[Dataset extract]
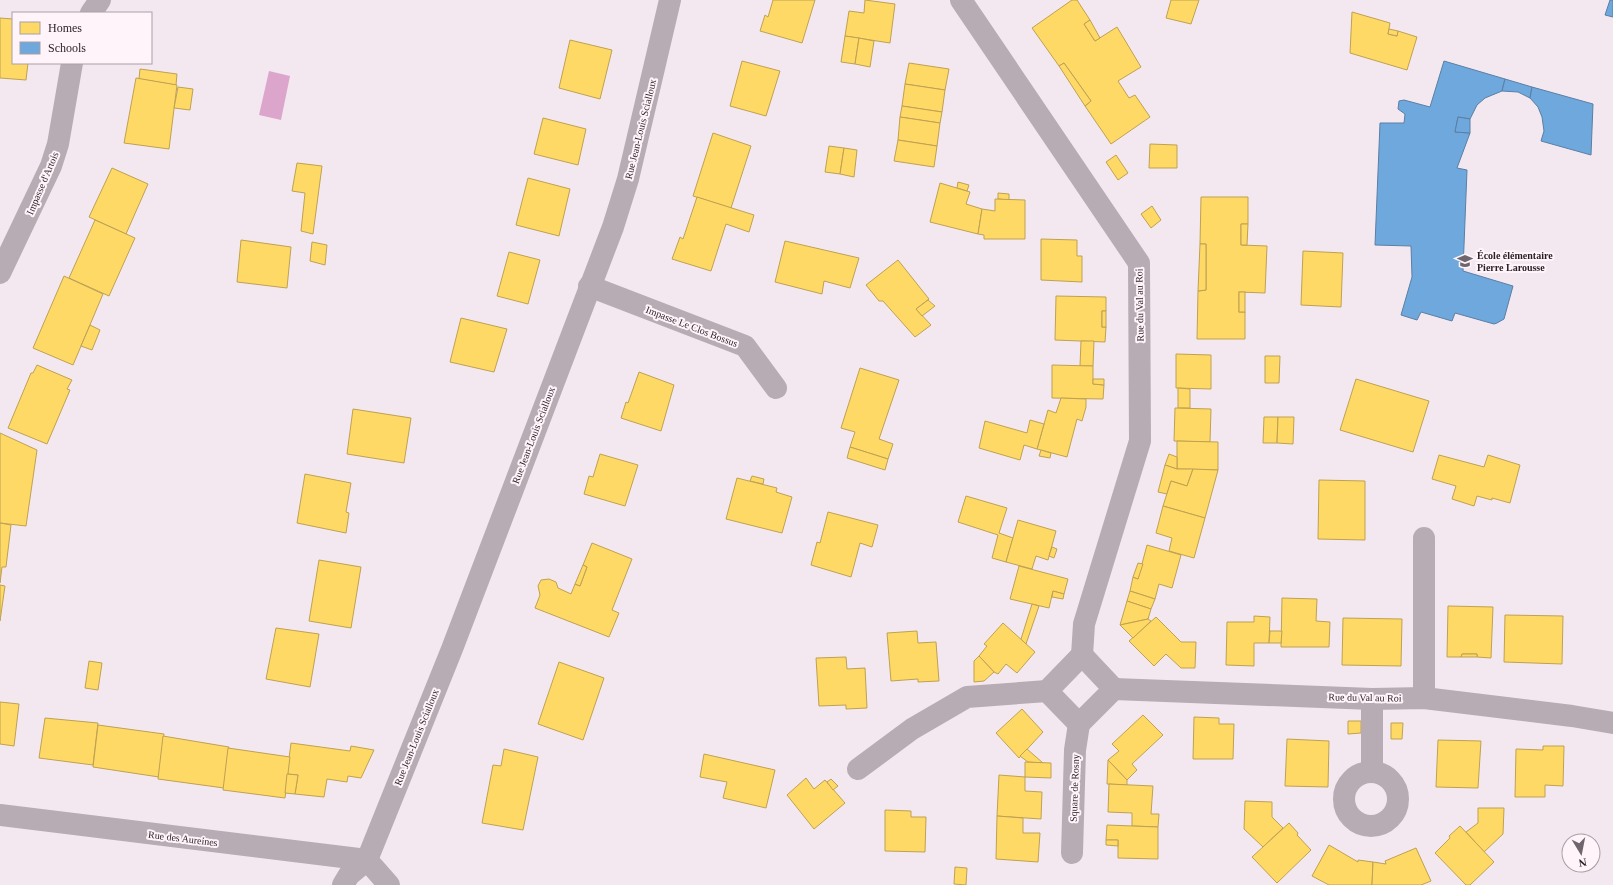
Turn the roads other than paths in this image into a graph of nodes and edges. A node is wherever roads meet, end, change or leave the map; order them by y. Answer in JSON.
{"nodes":[{"id":1,"x":100,"y":0,"type":"edge"},
{"id":2,"x":670,"y":0,"type":"edge"},
{"id":3,"x":961,"y":0,"type":"edge"},
{"id":4,"x":92,"y":12,"type":"edge"},
{"id":5,"x":72,"y":64,"type":"edge"},
{"id":6,"x":0,"y":274,"type":"edge"},
{"id":7,"x":589,"y":286,"type":"junction"},
{"id":8,"x":776,"y":388,"type":"dead end"},
{"id":9,"x":1424,"y":538,"type":"dead end"},
{"id":10,"x":1082,"y":656,"type":"junction"},
{"id":11,"x":1114,"y":689,"type":"junction"},
{"id":12,"x":1047,"y":691,"type":"junction"},
{"id":13,"x":1372,"y":698,"type":"junction"},
{"id":14,"x":1424,"y":698,"type":"junction"},
{"id":15,"x":1613,"y":723,"type":"edge"},
{"id":16,"x":1078,"y":724,"type":"junction"},
{"id":17,"x":858,"y":769,"type":"dead end"},
{"id":18,"x":1372,"y":772,"type":"dead end"},
{"id":19,"x":0,"y":815,"type":"edge"},
{"id":20,"x":1072,"y":853,"type":"dead end"},
{"id":21,"x":367,"y":860,"type":"junction"},
{"id":22,"x":343,"y":885,"type":"edge"},
{"id":23,"x":389,"y":885,"type":"edge"}],
"edges":[{"from":1,"to":4,"type":"street"},
{"from":2,"to":7,"type":"street","name":"Rue Jean-Louis Scialloux"},
{"from":3,"to":10,"type":"street","name":"Rue du Val au Roi"},
{"from":5,"to":6,"type":"street","name":"Impasse d'Artois"},
{"from":7,"to":8,"type":"street","name":"Impasse Le Clos Bossus"},
{"from":7,"to":21,"type":"street","name":"Rue Jean-Louis Scialloux"},
{"from":9,"to":14,"type":"street"},
{"from":10,"to":11,"type":"street"},
{"from":10,"to":12,"type":"street"},
{"from":11,"to":13,"type":"street","name":"Rue du Val au Roi"},
{"from":11,"to":16,"type":"street"},
{"from":12,"to":16,"type":"street"},
{"from":12,"to":17,"type":"street"},
{"from":13,"to":14,"type":"street","name":"Rue du Val au Roi"},
{"from":13,"to":18,"type":"street"},
{"from":14,"to":15,"type":"street","name":"Rue du Val au Roi"},
{"from":16,"to":20,"type":"street","name":"Square de Rosny"},
{"from":19,"to":21,"type":"street","name":"Rue des Aureines"},
{"from":21,"to":22,"type":"street","name":"Rue Jean-Louis Scialloux"},
{"from":21,"to":23,"type":"street"}]}
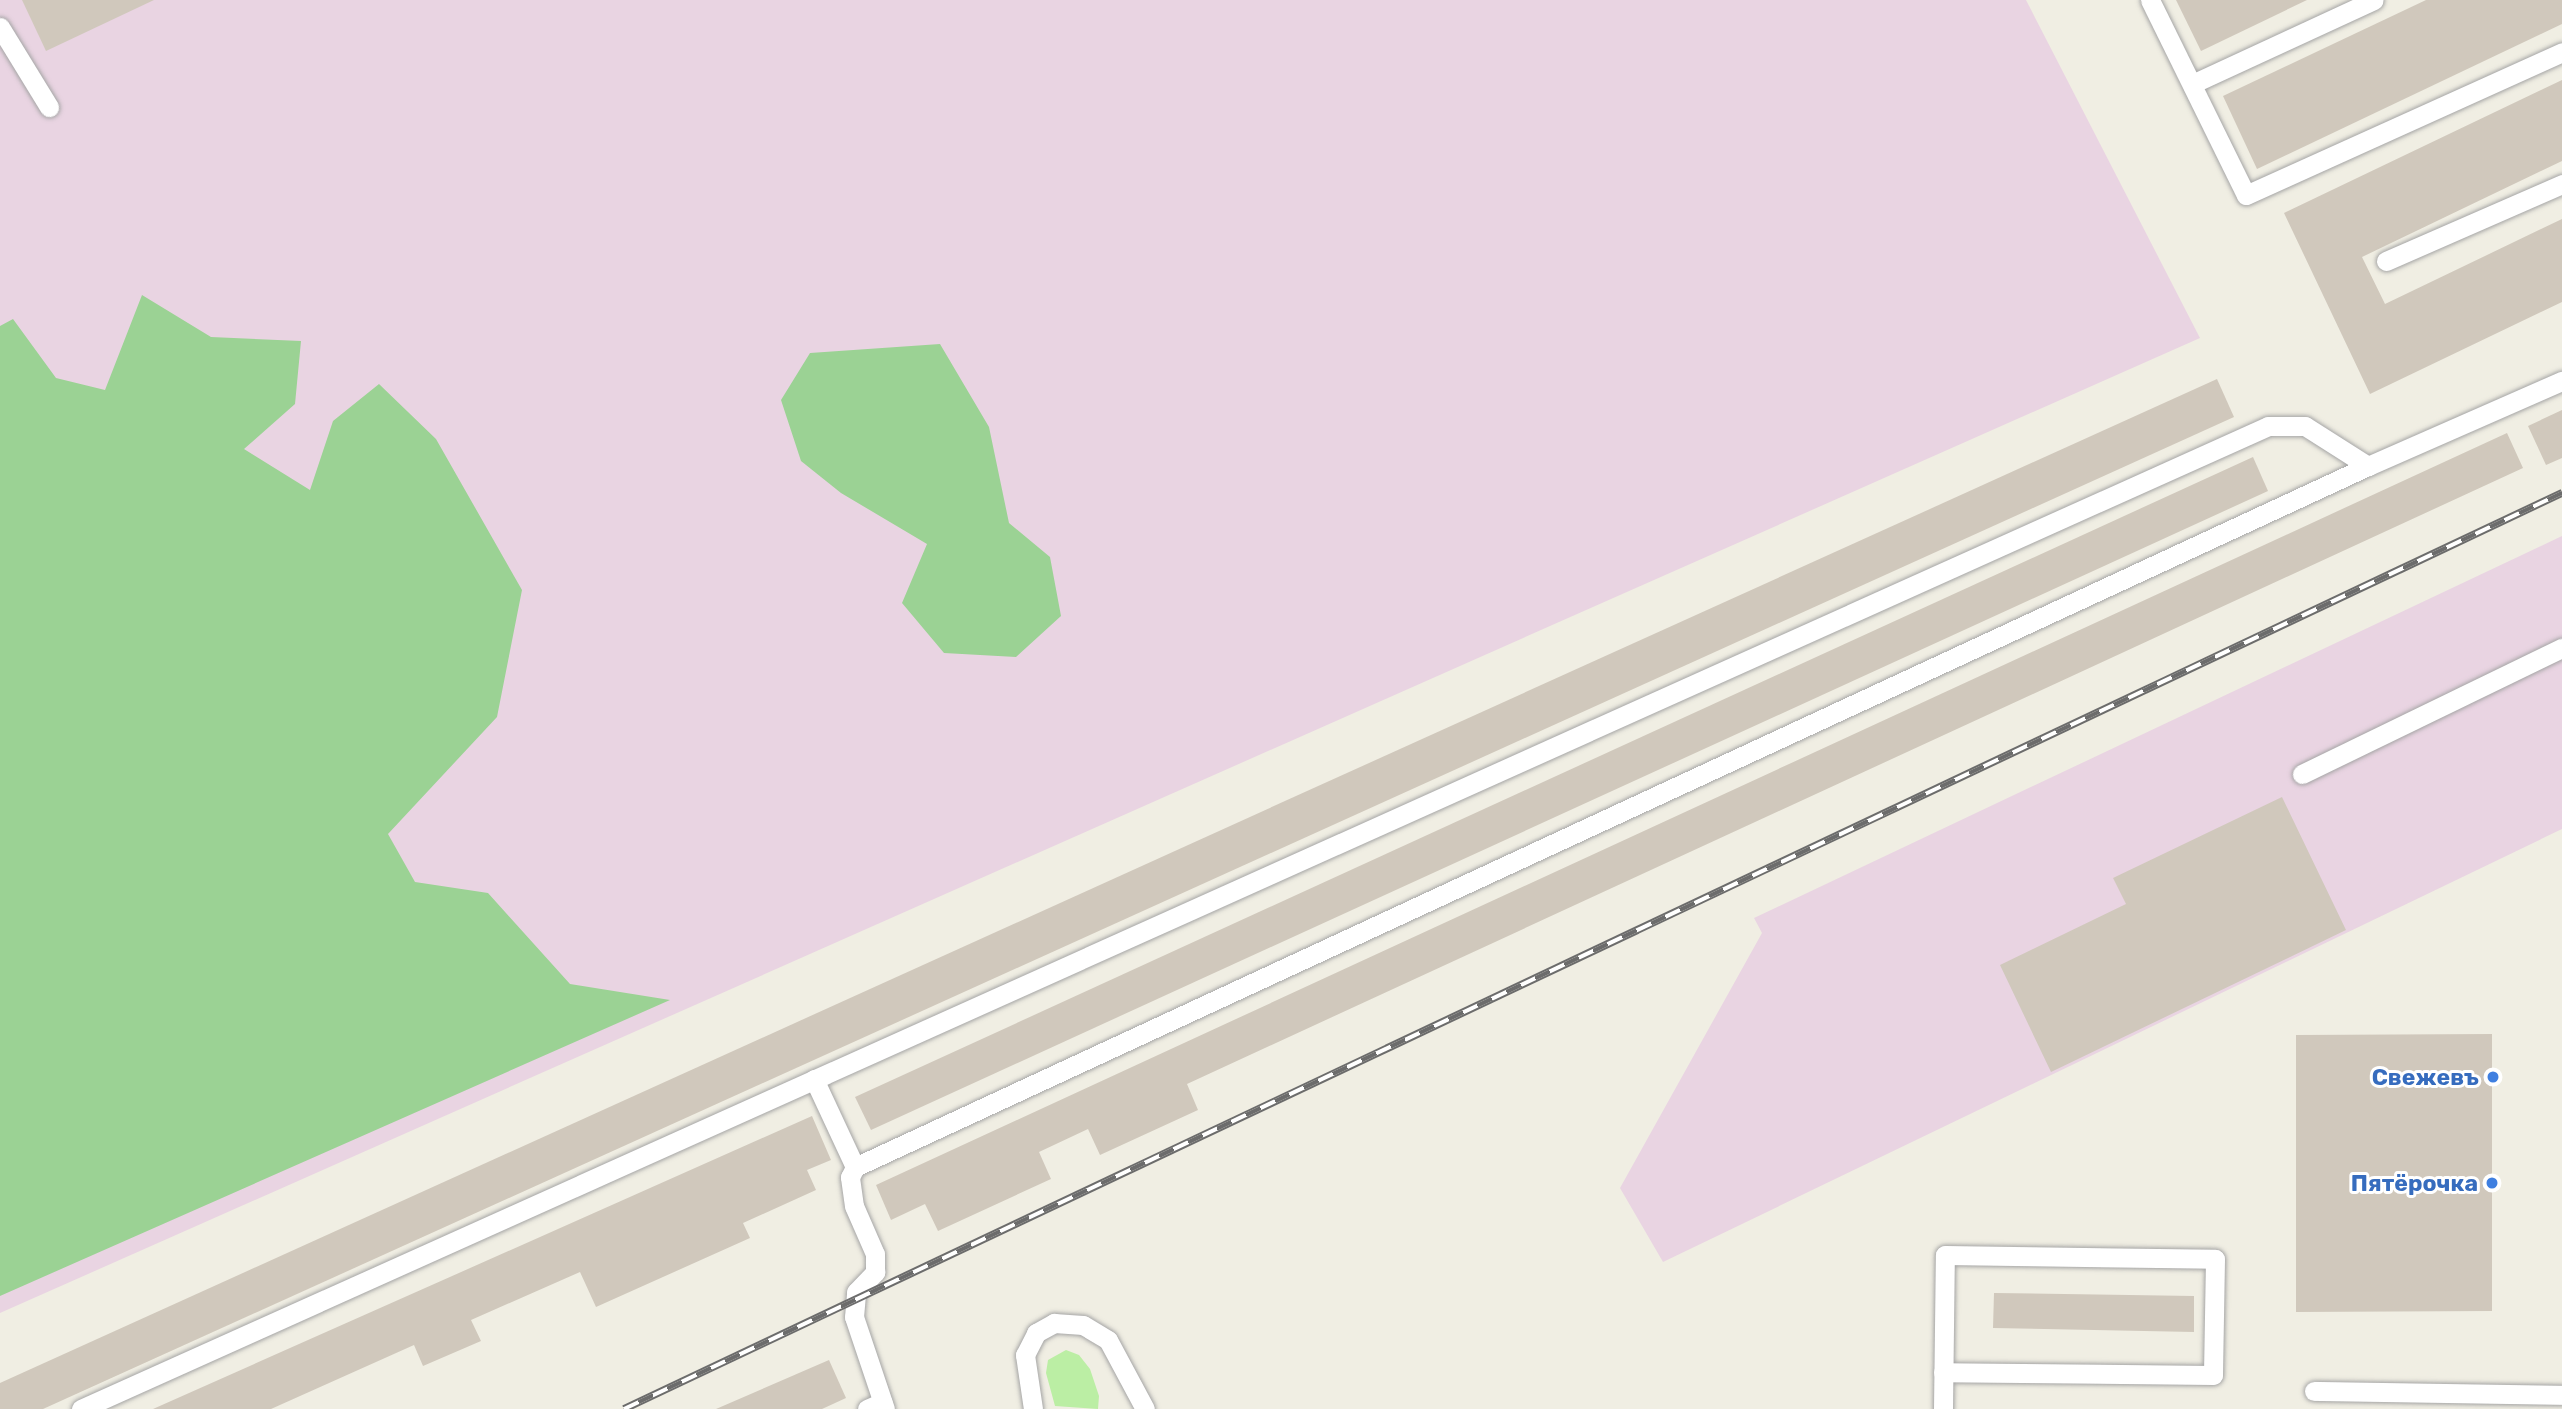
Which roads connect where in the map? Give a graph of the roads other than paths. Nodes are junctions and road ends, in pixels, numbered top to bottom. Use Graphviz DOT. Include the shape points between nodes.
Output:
graph roads {
  1 [pos="2150,0"];
  2 [pos="2374,0"];
  3 [pos="0,27"];
  4 [pos="2562,52"];
  5 [pos="2192,84"];
  6 [pos="49,107"];
  7 [pos="2562,184"];
  8 [pos="2386,261"];
  9 [pos="2562,381"];
  10 [pos="2368,467"];
  11 [pos="2562,648"];
  12 [pos="2302,774"];
  13 [pos="814,1079"];
  14 [pos="855,1167"];
  15 [pos="1943,1372"];
  16 [pos="2314,1391"];
  17 [pos="2562,1395"];
  18 [pos="878,1407"];
  19 [pos="81,1409"];
  20 [pos="1033,1409"];
  21 [pos="1145,1409"];
  22 [pos="1942,1409"];
  1 -- 5 [label="lane"];
  2 -- 5 [label="lane"];
  3 -- 6 [label="lane"];
  4 -- 5 [label="lane" via="2246,195"];
  7 -- 8 [label="lane"];
  9 -- 10 [label="lane"];
  10 -- 13 [label="lane" via="2305,426 2268,426"];
  10 -- 14 [label="lane"];
  11 -- 12 [label="lane"];
  13 -- 14 [label="lane"];
  13 -- 19 [label="lane"];
  14 -- 18 [label="lane" via="850,1177 854,1206 875,1254 875,1272 856,1292 854,1317"];
  15 -- 15 [label="lane" via="2213,1376 2215,1259 1945,1255"];
  15 -- 22 [label="lane"];
  16 -- 17 [label="lane"];
  20 -- 21 [label="lane" via="1025,1355 1036,1333 1054,1323 1083,1325 1108,1340"];
}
[/Dataset extract]
- **What the task asks**
Leave the pictures behind and repeat each entry exactly.

- **Exercise solution**
Turn the roads other than paths in this image into a graph of nodes and edges. A node is wherever roads meet, end, change or leave the map; order them by y. Answer in JSON.
{"nodes":[{"id":1,"x":100,"y":0,"type":"edge"},
{"id":2,"x":670,"y":0,"type":"edge"},
{"id":3,"x":961,"y":0,"type":"edge"},
{"id":4,"x":92,"y":12,"type":"edge"},
{"id":5,"x":72,"y":64,"type":"edge"},
{"id":6,"x":0,"y":274,"type":"edge"},
{"id":7,"x":589,"y":286,"type":"junction"},
{"id":8,"x":776,"y":388,"type":"dead end"},
{"id":9,"x":1424,"y":538,"type":"dead end"},
{"id":10,"x":1082,"y":656,"type":"junction"},
{"id":11,"x":1114,"y":689,"type":"junction"},
{"id":12,"x":1047,"y":691,"type":"junction"},
{"id":13,"x":1372,"y":698,"type":"junction"},
{"id":14,"x":1424,"y":698,"type":"junction"},
{"id":15,"x":1613,"y":723,"type":"edge"},
{"id":16,"x":1078,"y":724,"type":"junction"},
{"id":17,"x":858,"y":769,"type":"dead end"},
{"id":18,"x":1372,"y":772,"type":"dead end"},
{"id":19,"x":0,"y":815,"type":"edge"},
{"id":20,"x":1072,"y":853,"type":"dead end"},
{"id":21,"x":367,"y":860,"type":"junction"},
{"id":22,"x":343,"y":885,"type":"edge"},
{"id":23,"x":389,"y":885,"type":"edge"}],
"edges":[{"from":1,"to":4,"type":"street"},
{"from":2,"to":7,"type":"street","name":"Rue Jean-Louis Scialloux"},
{"from":3,"to":10,"type":"street","name":"Rue du Val au Roi"},
{"from":5,"to":6,"type":"street","name":"Impasse d'Artois"},
{"from":7,"to":8,"type":"street","name":"Impasse Le Clos Bossus"},
{"from":7,"to":21,"type":"street","name":"Rue Jean-Louis Scialloux"},
{"from":9,"to":14,"type":"street"},
{"from":10,"to":11,"type":"street"},
{"from":10,"to":12,"type":"street"},
{"from":11,"to":13,"type":"street","name":"Rue du Val au Roi"},
{"from":11,"to":16,"type":"street"},
{"from":12,"to":16,"type":"street"},
{"from":12,"to":17,"type":"street"},
{"from":13,"to":14,"type":"street","name":"Rue du Val au Roi"},
{"from":13,"to":18,"type":"street"},
{"from":14,"to":15,"type":"street","name":"Rue du Val au Roi"},
{"from":16,"to":20,"type":"street","name":"Square de Rosny"},
{"from":19,"to":21,"type":"street","name":"Rue des Aureines"},
{"from":21,"to":22,"type":"street","name":"Rue Jean-Louis Scialloux"},
{"from":21,"to":23,"type":"street"}]}
Which roads connect where in the map? Give a graph of the roads other than paths. Nodes are junctions and road ends, in pixels, numbered top to bottom. Use Graphviz DOT. Include the shape points between nodes.
Output:
graph roads {
  1 [pos="2150,0"];
  2 [pos="2374,0"];
  3 [pos="0,27"];
  4 [pos="2562,52"];
  5 [pos="2192,84"];
  6 [pos="49,107"];
  7 [pos="2562,184"];
  8 [pos="2386,261"];
  9 [pos="2562,381"];
  10 [pos="2368,467"];
  11 [pos="2562,648"];
  12 [pos="2302,774"];
  13 [pos="814,1079"];
  14 [pos="855,1167"];
  15 [pos="1943,1372"];
  16 [pos="2314,1391"];
  17 [pos="2562,1395"];
  18 [pos="878,1407"];
  19 [pos="81,1409"];
  20 [pos="1033,1409"];
  21 [pos="1145,1409"];
  22 [pos="1942,1409"];
  1 -- 5 [label="lane"];
  2 -- 5 [label="lane"];
  3 -- 6 [label="lane"];
  4 -- 5 [label="lane" via="2246,195"];
  7 -- 8 [label="lane"];
  9 -- 10 [label="lane"];
  10 -- 13 [label="lane" via="2305,426 2268,426"];
  10 -- 14 [label="lane"];
  11 -- 12 [label="lane"];
  13 -- 14 [label="lane"];
  13 -- 19 [label="lane"];
  14 -- 18 [label="lane" via="850,1177 854,1206 875,1254 875,1272 856,1292 854,1317"];
  15 -- 15 [label="lane" via="2213,1376 2215,1259 1945,1255"];
  15 -- 22 [label="lane"];
  16 -- 17 [label="lane"];
  20 -- 21 [label="lane" via="1025,1355 1036,1333 1054,1323 1083,1325 1108,1340"];
}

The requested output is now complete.